Analyses of the breadth and specificity of virus-specific CD8+ T cell responses associated with control of HIV have largely relied on measurement of cytokine secretion by effector T cells. These have resulted in the identification of HIV elite controllers with low or absent responses in which non-T-cell mechanisms of control have been suggested. However, successful control of HIV infection may be associated with central memory T cells, which have not been consistently examined in these individuals. Gag-specific T cells were characterized using a peptide-based cultured enzyme-linked immunosorbent spot assay (ELISpot). Peripheral blood mononuclear cells from HIV elite controllers (n = 10), progressors (n = 12), and antiretroviral-treated individuals (n = 9) were cultured with overlapping peptides for 12 days. Specificity was assessed by tetramer staining, functional features of expanded cells were assessed by cytokine secretion, and virus inhibition and phenotypic characteristics were assessed by cell sorting and coculture assays. After peptide stimulation, elite controllers showed a greater number of previously undetectable (new) responses compared to progressors (P = 0.0008). These responses were highly polyfunctional, with 64.5% of responses having 3 to 5 functions.
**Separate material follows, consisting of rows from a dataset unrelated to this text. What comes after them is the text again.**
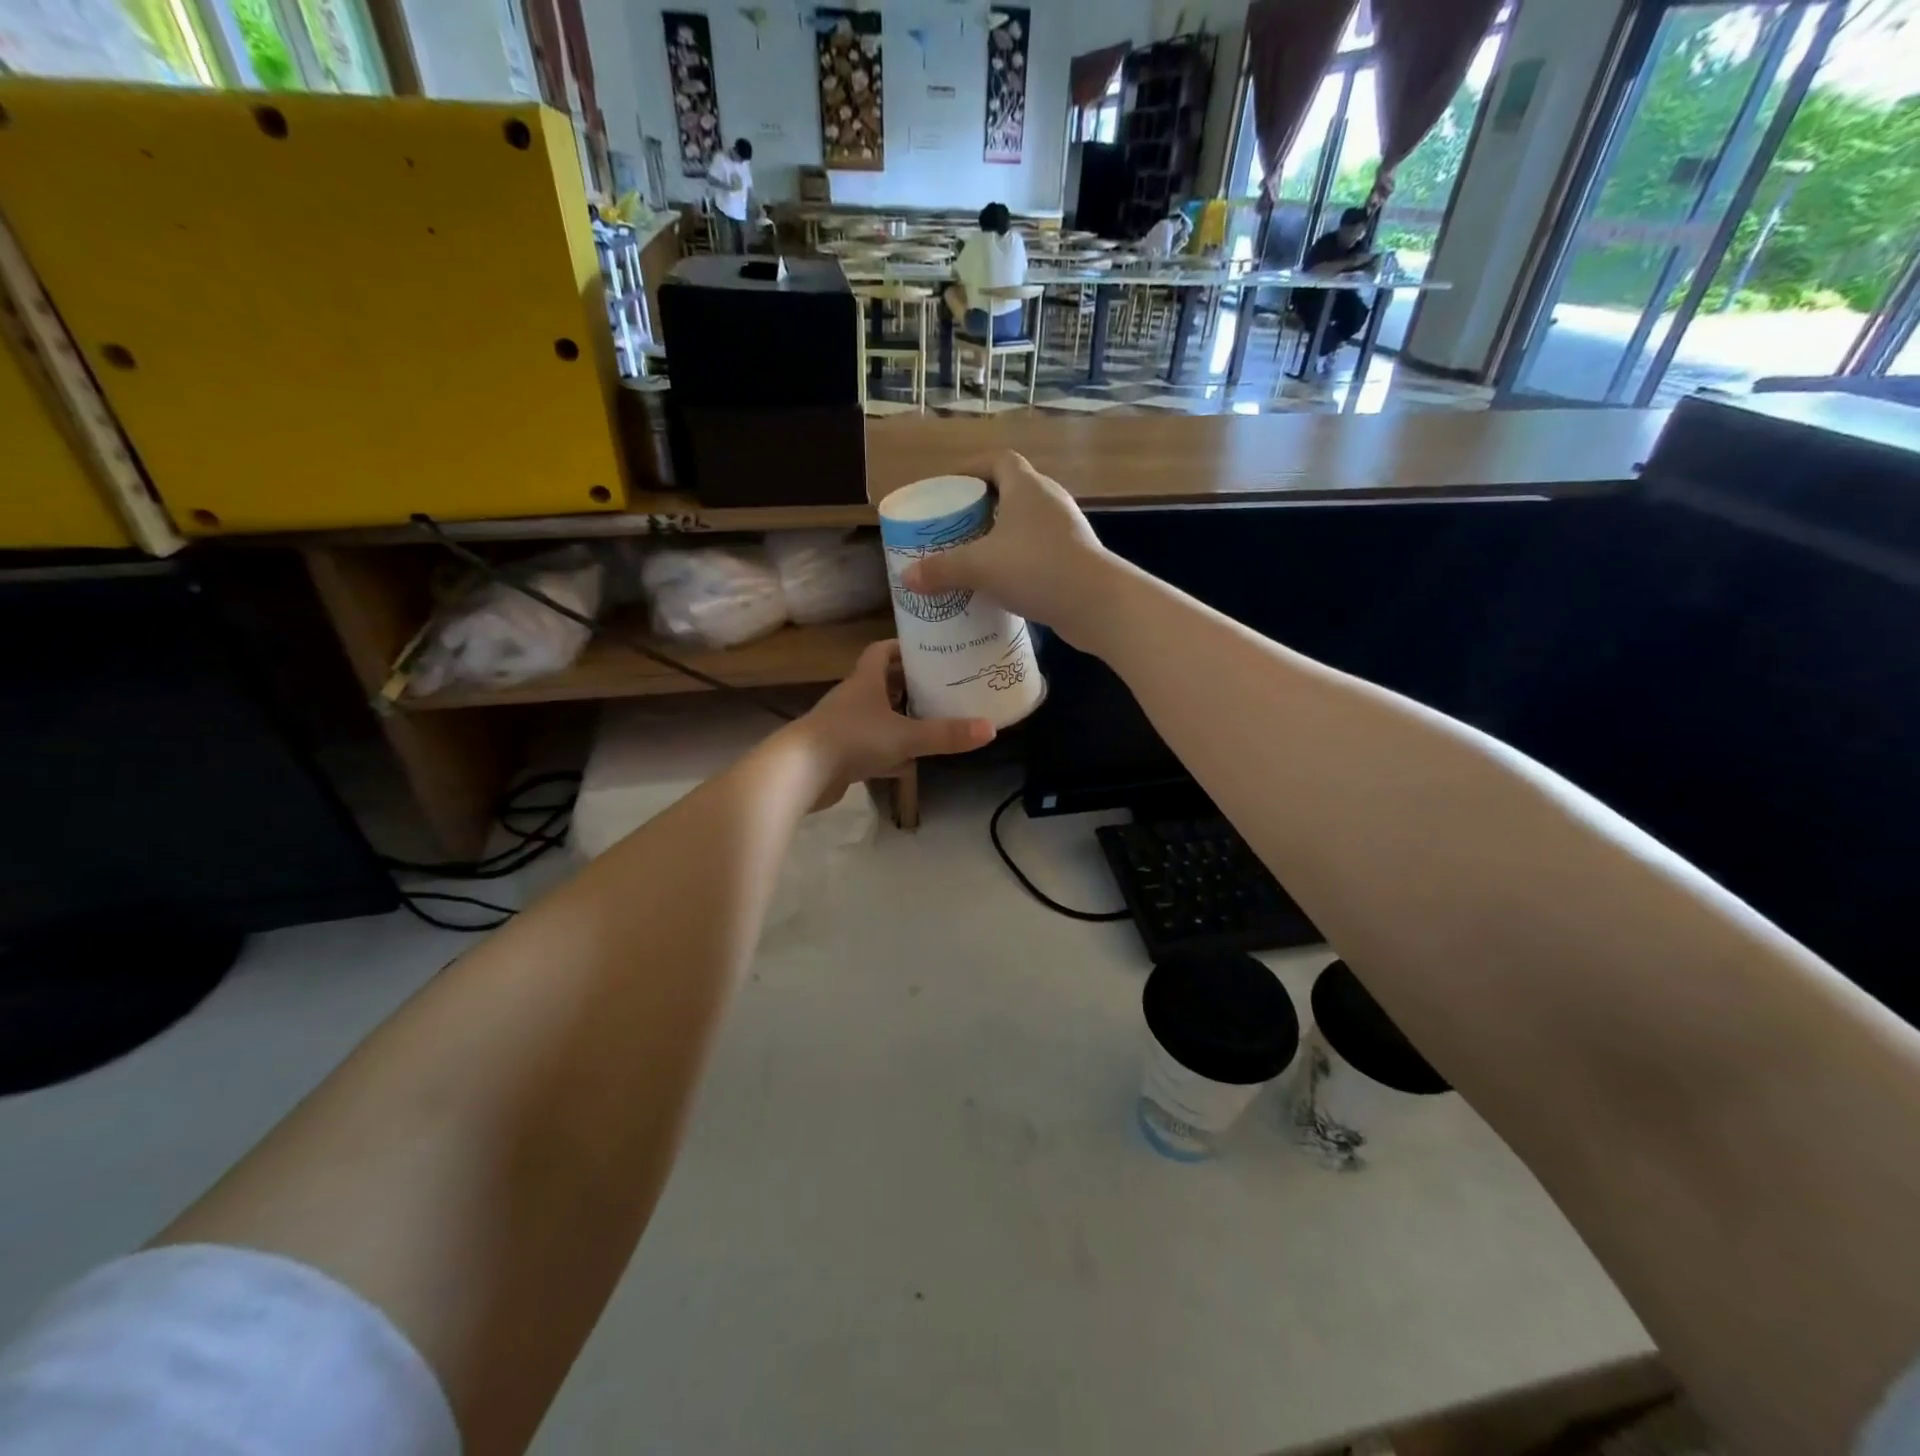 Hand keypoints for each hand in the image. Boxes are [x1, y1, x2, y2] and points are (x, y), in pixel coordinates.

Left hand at [793, 640, 994, 806]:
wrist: (799, 773)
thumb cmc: (852, 740)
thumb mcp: (906, 736)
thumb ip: (946, 734)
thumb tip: (991, 729)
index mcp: (865, 681)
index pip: (882, 652)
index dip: (904, 648)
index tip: (929, 649)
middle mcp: (852, 698)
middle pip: (881, 683)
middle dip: (908, 684)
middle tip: (940, 687)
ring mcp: (843, 727)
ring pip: (875, 717)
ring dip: (898, 718)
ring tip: (930, 721)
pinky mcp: (838, 754)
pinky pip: (869, 747)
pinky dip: (888, 753)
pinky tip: (908, 765)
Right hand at [898, 452, 1114, 650]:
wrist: (1097, 604)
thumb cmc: (1036, 568)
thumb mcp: (980, 567)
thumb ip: (942, 569)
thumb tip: (908, 578)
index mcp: (1027, 487)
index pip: (999, 460)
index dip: (972, 468)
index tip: (950, 487)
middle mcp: (1049, 501)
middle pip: (1011, 491)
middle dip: (982, 505)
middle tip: (955, 526)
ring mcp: (1066, 530)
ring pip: (1025, 524)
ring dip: (1000, 535)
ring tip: (974, 555)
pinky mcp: (1074, 558)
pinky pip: (1037, 549)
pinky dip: (1017, 559)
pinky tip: (1001, 583)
Expandable epitope-specific CD8+ T cells from elite controllers had strong virus inhibitory capacity and predominantly displayed a central memory phenotype. These data indicate that elite controllers with minimal T cell responses harbor a highly functional, broadly directed central memory T cell population that is capable of suppressing HIV in vitro. Comprehensive examination of this cell population could provide insight into the immune responses associated with successful containment of viremia.